/akka-crawler

Primary LanguageScalaMIT LicenseMIT

akka-crawler

Main class is CrawlerApp, allows to invoke the crawler from command line.

Crawler is a singleton, root actor of the application, it is watched by Terminator that shuts down JVM when Crawler stops.

There are 3 important actors that do the actual work:

  • Fetcher is a singleton asynchronously performing HTTP requests using Akka Http Client and Akka implementation of Reactive Streams
  • Parser is a singleton asynchronously extracting links from page HTML using JSoup
  • Filer creates file path corresponding to the url and saves page to disk, by default into ./data directory

Each of these actors have different dedicated executors (thread pools) that suit the task of the actor, sandbox it, and can be independently tuned.

Crawler coordinates all the work:

  • it receives urls that need to be visited
  • it checks that url hasn't been processed, or is being processed, or already enqueued for processing
  • it creates PageHandler actors to process the url
  • it tracks the lifecicle of PageHandler actors - in progress, success or failure
  • it limits the number of active PageHandler actors by enqueuing urls when the threshold is exceeded, then by processing enqueued request after another PageHandler reaches a terminal state (success/failure).
  • it outputs the result ratios
  • holds the reference to Fetcher and Parser that it passes to PageHandler actors

PageHandler is responsible for the work on a single link:

  • it checks if the link has already been processed in a previous Crawler run, with the help of PageCache actor, and also validates if the resut is recent or needs to be re-fetched
  • it limits the time for page processing, stoping itself if that time has been exceeded
  • it communicates with Fetcher sending the requests and receiving its response
  • it saves the downloaded HTML to a file on the disk using Filer
  • it handles different response codes including following redirects (but limiting the number of times request is redirected)
  • it sends response body to the Parser, asynchronously receiving back all the links
  • it calculates the ratio of same-domain links to total links
  • it knows the depth of the page, and max depth for crawling, so it sends the extracted links to its parent, the Crawler, for further handling if max depth hasn't been exceeded
  • it stores the result using PageCache

Fetcher

Handles requests asynchronously, returning response bodies.

All requests are pipelined through a flow that consists of the following elements:

  1. Queue, to buffer requests when Http Client backpressures
  2. Create HTTP request, including appropriate headers
  3. Group of host-based http connection pools (Akka's "super-pool")
  4. Basic classification of the response by status code and content type
  5. Extract response body and return it to sender

The flow tracks sender of each request by using a pass-through context

Parser

  • Since JSoup is synchronous, Parser invokes it asynchronously for each page
  • it filters links to include only http(s) ones
  • it sends them back one-by-one to allow better asynchronous processing of the links

Filer

Saves files into configured directory.
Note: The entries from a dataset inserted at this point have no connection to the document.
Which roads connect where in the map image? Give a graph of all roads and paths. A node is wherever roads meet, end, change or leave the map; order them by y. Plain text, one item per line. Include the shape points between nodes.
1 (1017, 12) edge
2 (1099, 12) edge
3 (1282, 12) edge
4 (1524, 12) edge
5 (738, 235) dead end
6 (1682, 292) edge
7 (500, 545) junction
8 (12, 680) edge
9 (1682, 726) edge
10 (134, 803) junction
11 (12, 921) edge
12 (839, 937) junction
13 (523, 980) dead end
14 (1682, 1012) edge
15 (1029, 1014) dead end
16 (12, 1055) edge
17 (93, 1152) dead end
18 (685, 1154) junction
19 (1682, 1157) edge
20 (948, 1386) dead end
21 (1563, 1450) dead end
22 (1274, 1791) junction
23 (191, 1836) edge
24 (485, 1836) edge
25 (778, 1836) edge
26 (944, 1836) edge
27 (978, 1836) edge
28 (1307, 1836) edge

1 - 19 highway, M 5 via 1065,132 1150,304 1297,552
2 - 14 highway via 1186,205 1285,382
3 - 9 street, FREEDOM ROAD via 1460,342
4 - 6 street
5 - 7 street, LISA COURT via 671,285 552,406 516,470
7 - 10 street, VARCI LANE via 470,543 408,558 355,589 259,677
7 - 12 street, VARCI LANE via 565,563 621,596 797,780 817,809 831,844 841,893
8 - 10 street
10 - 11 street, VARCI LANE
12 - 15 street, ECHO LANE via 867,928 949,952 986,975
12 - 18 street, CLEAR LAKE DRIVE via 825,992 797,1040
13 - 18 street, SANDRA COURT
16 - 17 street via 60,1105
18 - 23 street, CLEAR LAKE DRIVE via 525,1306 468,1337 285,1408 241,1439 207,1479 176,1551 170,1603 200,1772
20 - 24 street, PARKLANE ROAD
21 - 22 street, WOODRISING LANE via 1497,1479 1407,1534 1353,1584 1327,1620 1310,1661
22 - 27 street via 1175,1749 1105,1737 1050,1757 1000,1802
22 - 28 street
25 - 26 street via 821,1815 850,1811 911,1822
Since it uses IO, it sits on a dedicated blocking-io executor.

PageCache

Using akka-persistence module this actor saves messages it receives and can re-play them when re-started. In order to be able to do it, the actor needs a unique persistenceId - Hashids library is used to generate id from url. When page is processed, the result is sent to PageCache and persisted to the journal. Whenever PageCache is created, akka-persistence will look for the journal with the id, and send the messages in the journal to the actor allowing it to recover the last state. In the meantime messages to the actor are stashed and the actor will receive them after the state was recovered.

LevelDB plugin is used for persistence and Kryo plugin is used to serialize/de-serialize the state. By default, journal and snapshot are stored as sub-dirs of current directory.

Infratructure

Log file is written to current directory, summary of Metrics will be reported in the log when Crawler terminates. Environment variables can be used to configure some of the behavior: MAX_PAGES_IN_FLIGHT, FETCH_QUEUE_SIZE, SAVE_DIR, CHECK_PAGE_MODIFIED_AFTER, PAGE_PROCESSING_TIMEOUT.

Further improvements

  • Tests!!!
  • Respect robots.txt